Nach dieser Baubesprechung half en zwei Mann dem Bauführer (zur Vorbereitung der Baggerarbeiten) bei der Übertragung der Fundament- Abmessungen auf den Boden der Baustelle. Eine zweite vier Mann starke Gruppe legte, zur Vorbereitung der Stahlkorb- Flechtarbeiten, die bereits gelieferten Stahlstäbe am Rand der Baustelle nach Längen sortiert geordnet ab.
Der Bagger zur Aushebung des Fundaments war für Donnerstag, den 1.7. bestellt worden. Eine Abschätzung des vom Bagger für das Fundament auszuhebenden Erdreichs ergab, dass der Teil des Fundaments an der Südseite des Neubaus (zum Pfarrhaus hin), auf Grund seiner geringen Breite und Tiefe, leichter per Hand als mit dem Bagger erstellt werden könnte.

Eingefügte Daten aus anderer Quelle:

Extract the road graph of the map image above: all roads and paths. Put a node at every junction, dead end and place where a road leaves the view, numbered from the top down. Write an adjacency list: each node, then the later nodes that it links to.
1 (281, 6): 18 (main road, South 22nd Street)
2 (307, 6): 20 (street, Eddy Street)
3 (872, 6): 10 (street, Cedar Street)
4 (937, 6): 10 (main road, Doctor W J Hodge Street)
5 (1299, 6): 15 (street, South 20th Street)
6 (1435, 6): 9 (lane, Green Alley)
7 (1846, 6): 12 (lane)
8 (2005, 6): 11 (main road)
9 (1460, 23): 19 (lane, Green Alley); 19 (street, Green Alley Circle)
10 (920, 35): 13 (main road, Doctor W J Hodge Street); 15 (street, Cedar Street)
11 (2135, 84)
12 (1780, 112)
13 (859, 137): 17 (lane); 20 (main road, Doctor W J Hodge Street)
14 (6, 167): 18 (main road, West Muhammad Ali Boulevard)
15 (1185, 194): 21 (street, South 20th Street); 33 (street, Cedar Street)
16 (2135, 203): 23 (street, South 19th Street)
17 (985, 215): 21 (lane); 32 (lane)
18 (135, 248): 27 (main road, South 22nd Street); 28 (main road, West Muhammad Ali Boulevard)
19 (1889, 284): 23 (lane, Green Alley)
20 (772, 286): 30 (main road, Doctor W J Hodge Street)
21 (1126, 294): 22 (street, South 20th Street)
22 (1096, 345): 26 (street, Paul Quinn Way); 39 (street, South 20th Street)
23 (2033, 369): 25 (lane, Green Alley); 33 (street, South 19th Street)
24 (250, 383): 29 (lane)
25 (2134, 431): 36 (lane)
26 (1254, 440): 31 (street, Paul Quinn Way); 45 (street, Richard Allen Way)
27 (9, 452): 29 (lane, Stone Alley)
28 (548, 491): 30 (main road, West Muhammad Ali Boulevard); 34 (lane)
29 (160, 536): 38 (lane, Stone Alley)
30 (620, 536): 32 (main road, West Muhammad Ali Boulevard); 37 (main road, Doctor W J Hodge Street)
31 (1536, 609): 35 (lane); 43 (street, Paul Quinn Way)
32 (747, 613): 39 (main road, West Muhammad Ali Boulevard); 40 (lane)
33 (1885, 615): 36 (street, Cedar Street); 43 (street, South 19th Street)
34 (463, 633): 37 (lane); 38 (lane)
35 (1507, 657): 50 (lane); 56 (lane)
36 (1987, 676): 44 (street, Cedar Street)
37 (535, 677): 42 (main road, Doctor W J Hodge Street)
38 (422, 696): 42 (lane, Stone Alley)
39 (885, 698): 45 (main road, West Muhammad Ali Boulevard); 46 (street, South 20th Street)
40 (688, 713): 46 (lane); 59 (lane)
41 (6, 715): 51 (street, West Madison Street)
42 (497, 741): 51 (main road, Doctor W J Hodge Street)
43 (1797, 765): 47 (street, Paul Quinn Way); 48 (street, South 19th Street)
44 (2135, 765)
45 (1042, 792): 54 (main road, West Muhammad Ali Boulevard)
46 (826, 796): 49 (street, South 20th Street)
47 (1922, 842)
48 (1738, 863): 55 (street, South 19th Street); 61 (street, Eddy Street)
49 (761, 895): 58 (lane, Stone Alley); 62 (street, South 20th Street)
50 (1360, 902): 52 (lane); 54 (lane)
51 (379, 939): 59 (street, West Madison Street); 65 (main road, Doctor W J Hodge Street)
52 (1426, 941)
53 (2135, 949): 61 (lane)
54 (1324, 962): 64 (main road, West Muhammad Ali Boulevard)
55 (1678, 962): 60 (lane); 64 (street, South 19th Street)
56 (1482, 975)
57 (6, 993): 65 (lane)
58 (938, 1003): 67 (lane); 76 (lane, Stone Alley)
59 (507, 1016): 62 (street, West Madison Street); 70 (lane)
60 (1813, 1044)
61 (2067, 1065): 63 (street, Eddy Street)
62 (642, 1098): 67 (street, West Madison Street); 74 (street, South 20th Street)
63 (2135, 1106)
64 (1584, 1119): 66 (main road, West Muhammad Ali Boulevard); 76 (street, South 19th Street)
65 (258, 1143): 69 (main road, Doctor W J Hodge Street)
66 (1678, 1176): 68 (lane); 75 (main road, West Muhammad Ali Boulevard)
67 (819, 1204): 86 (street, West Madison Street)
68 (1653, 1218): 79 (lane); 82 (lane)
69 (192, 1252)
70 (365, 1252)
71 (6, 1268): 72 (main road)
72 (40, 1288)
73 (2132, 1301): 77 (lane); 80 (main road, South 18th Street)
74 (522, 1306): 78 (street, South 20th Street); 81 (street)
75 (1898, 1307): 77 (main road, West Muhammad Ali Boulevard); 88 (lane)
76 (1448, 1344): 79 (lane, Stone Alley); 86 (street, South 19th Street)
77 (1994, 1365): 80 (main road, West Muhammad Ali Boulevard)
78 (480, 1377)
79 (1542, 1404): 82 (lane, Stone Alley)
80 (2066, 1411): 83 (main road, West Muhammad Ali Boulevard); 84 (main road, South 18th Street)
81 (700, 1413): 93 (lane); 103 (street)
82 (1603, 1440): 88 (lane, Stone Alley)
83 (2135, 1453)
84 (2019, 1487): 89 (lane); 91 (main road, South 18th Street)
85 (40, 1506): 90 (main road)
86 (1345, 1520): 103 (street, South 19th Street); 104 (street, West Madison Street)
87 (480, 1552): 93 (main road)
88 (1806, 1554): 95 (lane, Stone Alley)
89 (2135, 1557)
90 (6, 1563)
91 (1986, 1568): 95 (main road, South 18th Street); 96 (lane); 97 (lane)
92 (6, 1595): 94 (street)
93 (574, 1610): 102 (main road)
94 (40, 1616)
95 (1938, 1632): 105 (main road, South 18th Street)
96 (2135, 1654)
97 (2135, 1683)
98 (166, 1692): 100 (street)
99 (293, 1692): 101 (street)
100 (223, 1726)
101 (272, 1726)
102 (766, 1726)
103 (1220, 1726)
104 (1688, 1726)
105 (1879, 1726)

Die Helfer wurden daraufhin nochmals für den Mittwoch- Nachmittag zum "Schanzen" zusammengerufen. Einer der acht Helfer war Pfarrer Bender, der - bei sommerlichen Temperaturen - selbst mit das Fundament aushob.

Randnotizen:
Während wir auf der Innenseite des Zauns unserer Arbeit nachgingen, betrachteten viele Mitbürger im Vorbeifahren und Gehen unsere Aktivitäten mit Interesse. Einige, vor allem ältere Mitbürger, kamen an den Zaun und boten Waldemar noch Werkzeuge oder Baugerätschaften an.
Als Metzger Fretz an unserer Baustelle vorbeifuhr hielt er spontan an und übergab unseren Verantwortlichen ein reichhaltiges Sortiment Dosenwurst für das Vesper. Stärken und erquicken konnten wir uns auch an anonym für uns angelieferten Getränken. Den Spendern sei für diese Art der "Bauförderung" sehr herzlich gedankt!